A huge variety of cards and a myriad of ways to chain them into powerful engines is the heart of Terraforming Mars, and this is what makes it into such an enjoyable game with high replay value.
Posted 18 May 2019 by Callan Bond
- Card Drafting
- Games we LOVE
- Hand Management
- Set Collection
- Terraforming Mars
- Tile placement
- Variable Player Powers
- Designer(s): Jacob Fryxelius
- Publisher: Stronghold Games
- Playercount: 1-4, more with expansions
- Length: 90 - 120 min
A huge variety of cards and a myriad of ways to chain them into powerful engines is the heart of Terraforming Mars, and this is what makes it into such an enjoyable game with high replay value. Here follows a review of Terraforming Mars board game and Terraforming Mars rules.
Overview of Gameplay
Each player is a corporation working to terraform the planet. The game ends when the three conditions needed to make Mars liveable are reached: raising the mean temperature from -30C to 8C, having 9% of the surface covered in oceans, and raising oxygen from 0% of the atmosphere to 14%. Players play cards and lay tiles on the planet's surface to raise each of these attributes, and score VP along the way. The game ends when all three of these conditions are met.

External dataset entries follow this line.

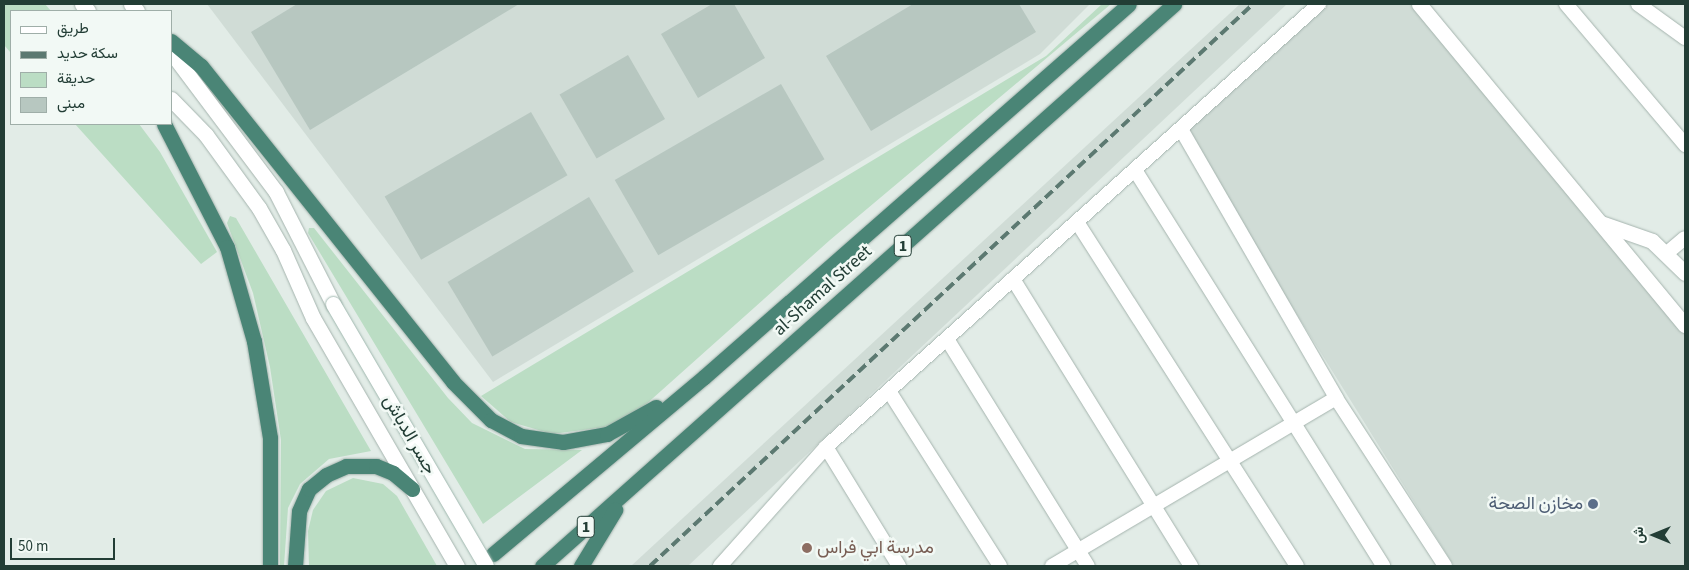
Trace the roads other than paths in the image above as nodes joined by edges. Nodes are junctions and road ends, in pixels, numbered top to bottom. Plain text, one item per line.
1 (1129, 4) edge
2 (1174, 4) edge
3 (1319, 4) edge
4 (1419, 4) edge
5 (1566, 4) edge
6 (1638, 4) edge
7 (1685, 38) edge
8 (172, 42) edge
9 (172, 53) edge
10 (172, 100) edge
11 (165, 125) edge
12 (1181, 129) junction
13 (1685, 145) edge
14 (1135, 170) junction
15 (1077, 222) junction
16 (1601, 223) junction
17 (1685, 238) edge
18 (1667, 253) junction
19 (1685, 273) edge
20 (1013, 279) junction
21 (1685, 325) edge
22 (946, 339) junction
23 (704, 377) junction
24 (889, 391) junction
25 (1336, 398) junction
26 (1294, 423) junction
27 (826, 447) junction
28 (1230, 461) junction
29 (631, 488) junction
30 (412, 489) junction
31 (1154, 506) junction
32 (1078, 550) junction
33 (490, 560) edge
34 (270, 566) edge
35 (295, 566) edge
36 (457, 566) edge
37 (542, 566) edge
38 (581, 566) edge
39 (720, 566) edge
40 (899, 566) edge
41 (1000, 566) edge
42 (1052, 566) edge
43 (1088, 566) edge
44 (1191, 566) edge
45 (1296, 566) edge
46 (1383, 566) edge
47 (1445, 566) edge

1 - 23 highway, al-Shamal Street / 1
2 - 29 highway, al-Shamal Street / 1
3 - 12 street
4 - 16 main road
5 - 13 street
6 - 7 street
8 - 23 highway
9 - 33 main road, جسر الدباش, bridge
10 - 30 main road, جسر الدباش
11 - 34 highway
12 - 14 street
12 - 25 street
14 - 15 street
14 - 26 street
15 - 20 street
15 - 28 street
16 - 18 main road
16 - 21 main road
17 - 18 street
18 - 19 main road
20 - 22 street
20 - 31 street
22 - 24 street
22 - 32 street
23 - 33 highway, al-Shamal Street / 1
24 - 27 street
24 - 41 street
25 - 26 street
25 - 47 street
26 - 28 street
26 - 46 street
27 - 39 street
27 - 40 street
28 - 31 street
28 - 45 street
29 - 37 highway, al-Shamal Street / 1
29 - 38 highway
30 - 35 highway
30 - 36 main road, جسر الدباش
31 - 32 street
31 - 44 street
32 - 42 street
32 - 43 street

Players either start with a beginning Corporation which gives 42 credits and 10 cards or if they are an experienced player, 'take 2 and choose 1' advanced corporation. Each advanced corporation gives some kind of extra ability such as a discount on playing certain kinds of cards, or rewards when other players take certain actions. The difference is the advanced corporations must pay 3 credits for each of their starting cards, so in effect, the beginner corporation starts with a 'bonus' 30 credits (10 cards x 3 credits each) worth of cards in their hand- but no extra ability. The rules recommend new players always take the beginner corporation, as they give a good bonus without having to know which specialization paths may work well.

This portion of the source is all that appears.